Clarence Mitchell, porte-parole des McCann, a confirmé que Brian Kennedy, le millionnaire anglais que soutenait financièrement le couple McCann, a arrêté de payer ses salaires il y a déjà plusieurs mois.
L'affirmation a été faite par Clarence lui-même Mitchell après son discours, vendredi passé, dans une association de l'Université d'Oxford — de The Oxford Union — où l'ancien directeur de l'unité de contrôle des médias (Media Monitoring Unit) parlait à propos de sa carrière comme journaliste, sur l'industrie des médias et sa performance dans le cas Maddie.
Malgré ses promesses affirmant qu’il serait disposé à utiliser la totalité de sa fortune personnelle – estimé à plus de 500 millions d'euros — pour financer les prétendues recherches privées à la disparition de Maddie, le millionnaire Brian Kennedy aurait maintenant abandonné l'aide financière au couple.
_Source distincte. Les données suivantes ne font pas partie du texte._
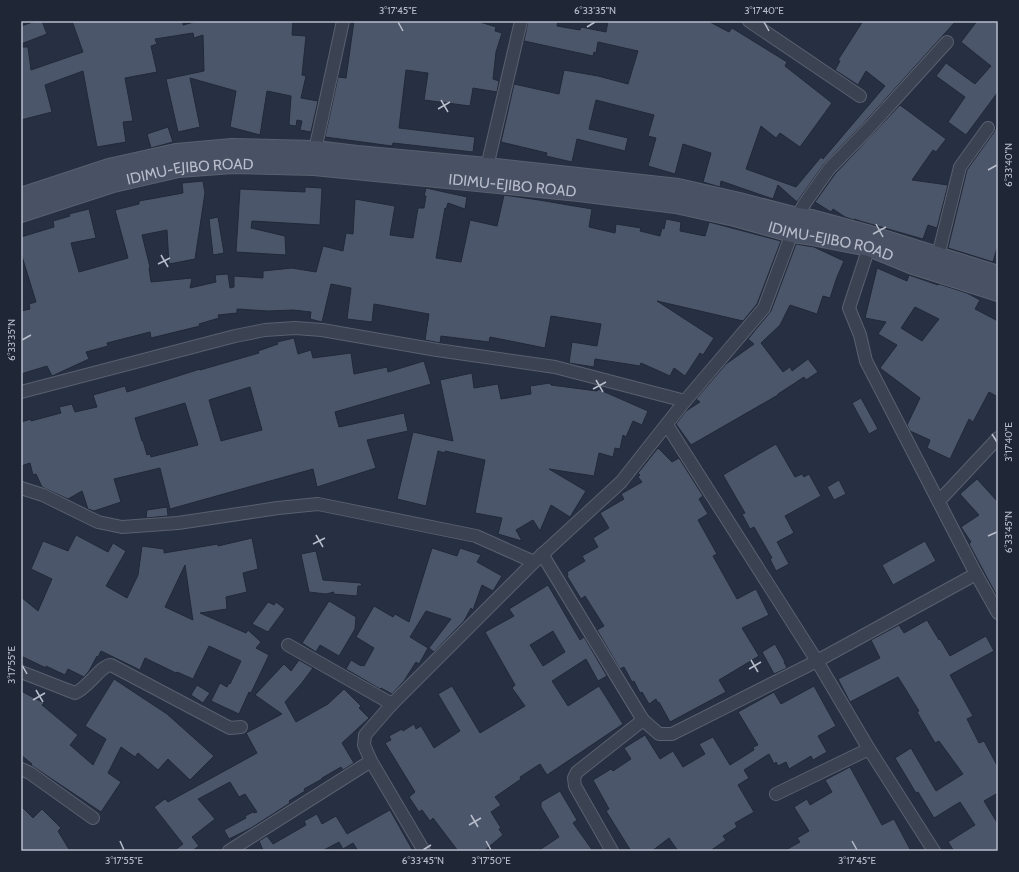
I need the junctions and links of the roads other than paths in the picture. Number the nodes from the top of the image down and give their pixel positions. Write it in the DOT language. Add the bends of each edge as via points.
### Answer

Ancien laveur de fenêtres dans la ville d'Édimbourg, Brian Kennedy était aux côtés de Kate et de Gerry McCann dans l'engagement des détectives espagnols de Metodo 3 avec qui il s'est déplacé à PJ de Portimão après la sortie de Gonçalo Amaral.
"Je travaillais pour le gouvernement (britannique) quand l’information du rapt de Madeleine est arrivée. On m’a demandé d’aller au Portugal pour aider à gérer l'agitation des médias. En septembre (2007), j'ai décidé que j'allais travailler à temps complet pour aider la campagne des McCann, donc j’ai laissé le gouvernement et Brian Kennedy est apparu pour payer mon salaire. Il y a quelques mois, Brian Kennedy a cessé de le financer et maintenant c'est le Fond Madeleine qui me paye," a répondu à Clarence.
Malgré que le fait que le porte-parole du couple McCann avait annoncé, en septembre 2007, qu’il abandonnait son poste comme directeur dans l'unité de surveillance des médias, créée par le précédent Premier ministre Tony Blair, il a maintenu un contact privilégié avec le gouvernement, ayant utilisé fréquemment les moyens et les contacts internes des autorités britanniques.

Fondation Madeleine a organisé les protestations

Oxford Feb 2009 138.jpgPendant sa visite à l'Université d'Oxford, Clarence Mitchell a été confronté à un mouvement de protestation organisée par les membres de la Fondation Madeleine, créée par l'ancien juriste Tony Bennett, qui ont organisé une campagne exigeant que la vérité à propos du cas Madeleine McCann soit connue.
Les membres de la fondation ont distribué un document de 64 pages intitulé "Ce qui est réellement arrivée à Madeleine McCann" en expliquant les raisons par lesquelles ils ne croient pas dans la thèse du rapt de la petite anglaise de l'appartement de vacances que le couple McCann occupait à l'Océan Club, à Praia da Luz.
Des membres de cette fondation, totalement indépendante du fonds millionnaire créé par les parents de Maddie, n'ont pas empêché ou dérangé le discours de Clarence Mitchell, mais ils ont participé à la session de questions et de réponses à l'ex-journaliste. "Si au terme de cette nuit nous avons réussi à informer les personnes qu’il y a un autre côté de l'histoire alors notre travail aura été fait," a dit Tony Bennett.

Duarte Levy

Em português AQUI

05/03/2009

Ancienne porte-parole des McCann poursuit “The People” pour diffamation

mcguinnessL0809_228x418.jpgJustine McGuinness, l’ancienne porte-parole et relations publiques des McCann poursuit le tabloïde britannique "The People" en justice l’accusant de diffamation.
McGuinness, qui a passé plusieurs mois à côté de Kate et Gerry McCann, accuse le tabloïde d’avoir sérieusement nui à sa réputation avec la publication d’un article en octobre de 2007 suggérant que la porte-parole du couple avait surchargé le Fonds Madeleine au moment de facturer ses services.
L’article publié par le "The People", intitulé "Woman who cost Maddie fund £51k" (*), suggéré que Justine McGuinness aurait été écartée de son travail à côté des McCann à cause des montants exagérés qu’elle avait réclamé, le tout en persuadent le couple de cacher la véritable raison de son renvoi.
Considérant que l’article du tabloïde mettait en doute son honnêteté et intégrité, Justine McGuiness, qui s’était illustré à Praia da Luz auprès des journalistes britanniques pour son énorme disponibilité, affirme avoir écrit une lettre au tabloïde mais que celui-ci s’est refusé a toute excuse ou correction.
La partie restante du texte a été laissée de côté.